Noam Chomsky : C’est sûrement une erreur de procéder à l’assassinat sadique d’un journaliste du Washington Post, tout particulièrement quand celui-ci a été applaudi en 2018 comme étant « un gardien de la vérité » alors qu’il était choisi comme personnalité de l’année par le Time Magazine.
Ce n’est certainement pas la chose à faire, surtout quand c’est fait de manière négligente et mal dissimulée.
Les relations des États-Unis avec le royaume familial appelé Arabie saoudite se sont toujours déroulées sur un mode amical, sans être affectées par ses effroyables violations des droits humains, qui perdurent. Ce n’est guère surprenant quand il s’agit d’« une source exceptionnelle de potentiel stratégique et l’un des plus grands butins matériels dans l’histoire du monde… probablement le plus riche trophée économique au monde dans le domaine des investissements étrangers », comme le décrivait le département d’État au milieu des années 1940, lorsque les États-Unis l’ont arraché à la Grande-Bretagne lors d’une mini guerre pendant la Seconde Guerre mondiale. Plus généralement, on considérait à un haut niveau que le Moyen-Orient était la « région la plus importante du monde sur le plan stratégique », comme l’a dit le président Eisenhower. Si ces évaluations ont varié au cours des 80 dernières années, leur essence subsiste.
Il en va de même à l’égard des pays qui ne s’élèvent pas à ce niveau impressionnant. Les États-Unis ont régulièrement apporté un soutien appuyé à des tyrans meurtriers lorsque cela les arrangeait, souvent jusqu’à la dernière minute de leur règne : Marcos, Duvalier, Ceausescu, Suharto, et une longue série d’autres scélérats, y compris Saddam Hussein jusqu’à ce qu’il viole (ou peut-être comprenne mal) les ordres et envahisse le Koweït. Et bien sûr, les États-Unis ne font que suivre la voie de leurs prédécesseurs impériaux.
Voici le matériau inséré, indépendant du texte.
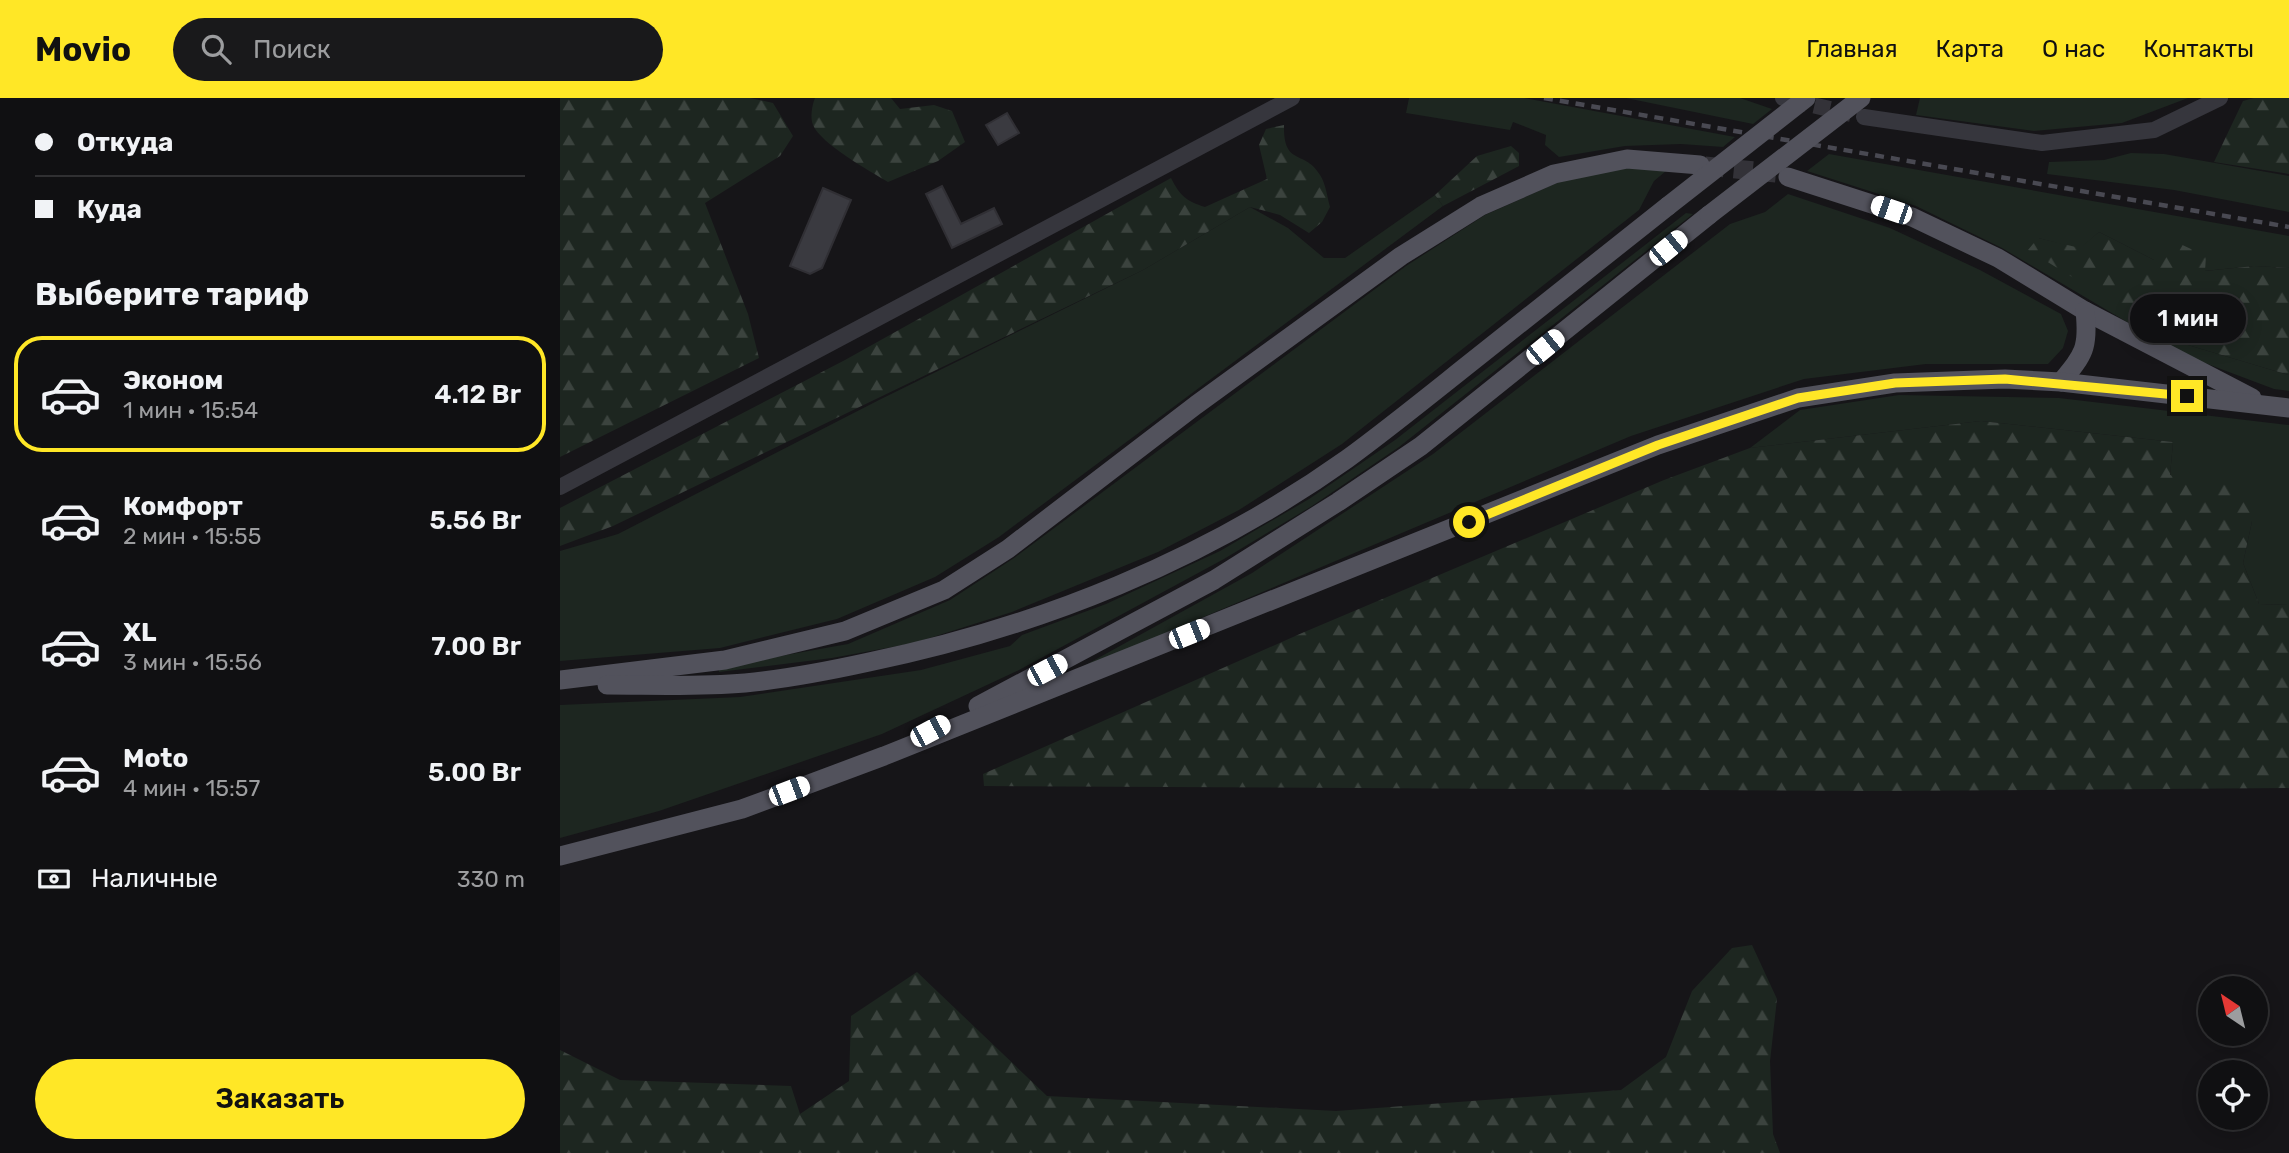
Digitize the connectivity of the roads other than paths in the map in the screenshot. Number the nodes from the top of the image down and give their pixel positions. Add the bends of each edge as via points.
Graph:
1 (1292, 98) edge
2 (1805, 98) edge
3 (2220, 98) edge
4 (1862, 108) edge
5 (1700, 165) tunnel mouth
6 (1787, 177) tunnel mouth
7 (2085, 311) junction
8 (2061, 383) junction
9 (2262, 404) junction
10 (2289, 408) edge
11 (560, 487) edge
12 (560, 682) edge
13 (884, 756) junction
14 (560, 856) edge

1 - 11 street
2 - 12 main road, bridge via 1345,460 1179,558 1094,596 1002,629 829,671 746,683 682,686
3 - 4 street via 2154,130 2042,143
4 - 13 main road, bridge via 1709,215 1421,446 1338,502 1214,580
5 - 12 main road via 1627,159 1554,174 1481,206 1401,256 1008,549 944,590 845,631 725,660
6 - 7 main road via 1912,217 1998,258
7 - 8 main road via 2087,337 2081,358
7 - 9 main road
8 - 9 main road
8 - 13 main road via 2005,379 1895,383 1798,398 1658,445
9 - 10 main road
13 - 14 main road via 742,808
Rien de nouveau, pas même la rhétorique présentant les intentions comme bienveillantes.
Les exemples les plus révélateurs sont ceux dans lesquels l’intention est réellement bienveillante, et qu’il ne s’agit pas d’un cynisme kissingerien non dissimulé (« réalisme »). Robert Pastor explique ainsi pourquoi l’administration Carter en charge des droits humains a dû, à contrecœur, soutenir le régime de Somoza et, lorsque cela s’est avéré impossible, a dû faire en sorte que la Garde nationale formée par les États-Unis reste en place, même après que celle-ci eut massacré la population « avec une brutalité qu’une nation réserve habituellement à son ennemi », tuant quelque 40 000 personnes.
Les relations des États-Unis avec le royaume familial appelé Arabie saoudite se sont toujours déroulées sur un mode amical, sans être affectées par son effroyable bilan en matière de violations des droits humains, qui perdure.
Spécialiste de l’Amérique latine au sein de l’administration [de Jimmy Carter] et véritable universitaire libéral, Pastor était sans aucun doute sincère quand il exprimait ces regrets. Il a également fait preuve de perspicacité en avançant des raisons convaincantes : « Les États-Unis ne cherchaient pas à contrôler le Nicaragua ou les autres nations de la région, mais ils ne voulaient pas non plus que les évènements deviennent incontrôlables. Ils voulaient que les Nicaraguayens agissent de manière indépendante, sauf si cela devait nuire aux intérêts américains » (c’est lui qui souligne).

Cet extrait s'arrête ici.